In the event that a change in control occurs and upon
termination, Mr. Chappel will receive a cash severance of
$2,887,500; the non-prorated portion of his unvested stock
awards valued at $4,222,532; a tax gross up to cover excise tax
and associated income tax valued at $2,380,188; health and
welfare benefits for 18 months valued at $23,506; an
enhancement to his pension worth $418,995; outplacement benefits
valued at $25,000 and his AIP reserve as noted above.
In the event Mr. Hill were to resign from his position with
the company or be terminated with cause, he would not receive
any additional payments. If Mr. Hill were to be terminated
without cause, he would receive his AIP reserve valued at
$151,597. In the event Mr. Hill were to die or become
disabled he would also receive the total amount of his unvested
stock options valued at $614,635, a prorated portion of his
unvested stock awards valued at $1,331,897 and an accelerated
portion of his unvested stock awards valued at $630,803.
Mr. Hill would receive no additional benefits for
retirement as he is not yet eligible for that benefit.
In the event that a change in control occurs and upon
termination, Mr. Hill will receive a cash severance of
$2,079,000; the non-prorated portion of his unvested stock
awards valued at $3,094,903; a tax gross up to cover excise tax
and associated income tax valued at $1,607,172; health and
welfare benefits for 18 months valued at $23,506; an
enhancement to his pension worth $368,005; outplacement benefits
valued at $25,000 and his AIP reserve as noted above.
In the event Mr. Johnson were to resign from his position
with the company or be terminated with cause, he would not
receive any additional payments. If Mr. Johnson were to be
terminated without cause, he would receive his AIP reserve
valued at $68,583. In the event Mr. Johnson were to retire
he would also receive the total amount of his unvested stock
options valued at $586,368 and a prorated portion of his
unvested stock awards valued at $1,300,273. In the event
Mr.

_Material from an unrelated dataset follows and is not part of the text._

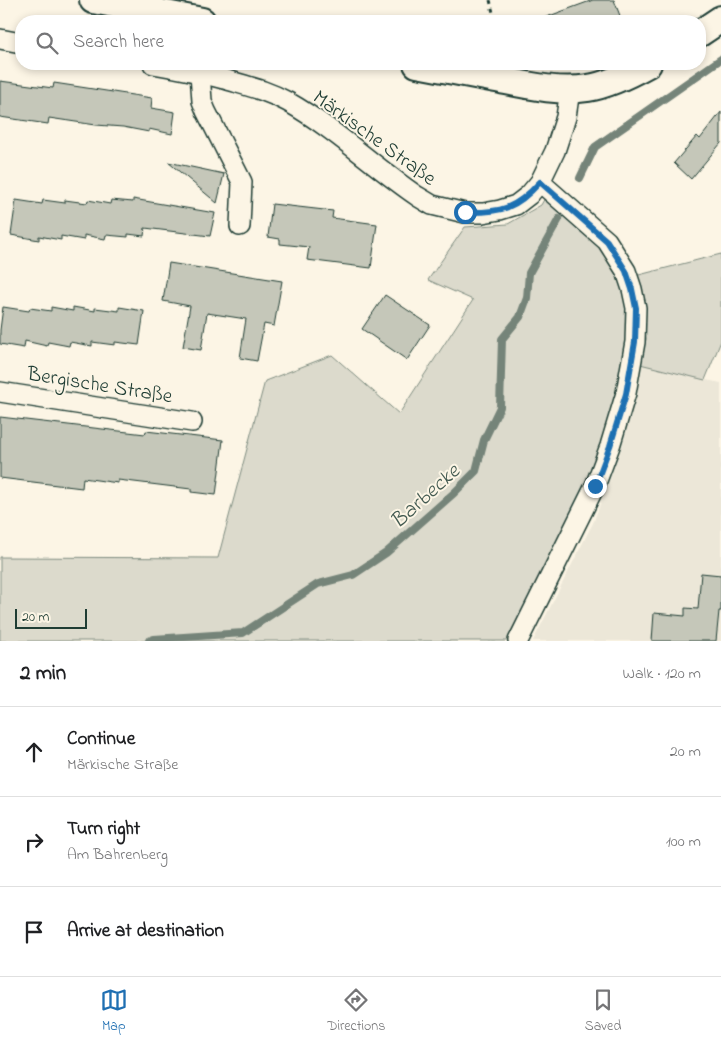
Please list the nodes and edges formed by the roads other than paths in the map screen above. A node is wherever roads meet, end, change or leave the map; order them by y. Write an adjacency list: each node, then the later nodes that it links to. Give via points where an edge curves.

Johnson were to die or become disabled, he would also
receive an accelerated portion of his unvested stock awards
valued at $642,027.
In the event that a change in control occurs and upon
termination, Mr. Johnson will receive a cash severance of
$2,153,250; the non-prorated portion of his unvested stock
awards valued at $2,938,413; a tax gross up to cover excise tax
and associated income tax valued at $1,604,411; health and
welfare benefits for 18 months valued at $23,506; an
enhancement to his pension worth $308,859; outplacement benefits
valued at $25,000 and his AIP reserve as noted above.
In the event Mr. Wright were to resign from his position
with the company or be terminated with cause, he would not
receive any additional payments. If Mr. Wright were to be
terminated without cause, he would receive his
30
AIP reserve valued at $92,029. In the event Mr. Wright were
to die or become disabled he would also receive the total amount
of his unvested stock options valued at $586,368, a prorated
portion of his unvested stock awards valued at $1,275,989 and an
accelerated portion of his unvested stock awards valued at
$587,888. Mr. Wright would receive no additional benefits
for retirement as he is not yet eligible for that benefit.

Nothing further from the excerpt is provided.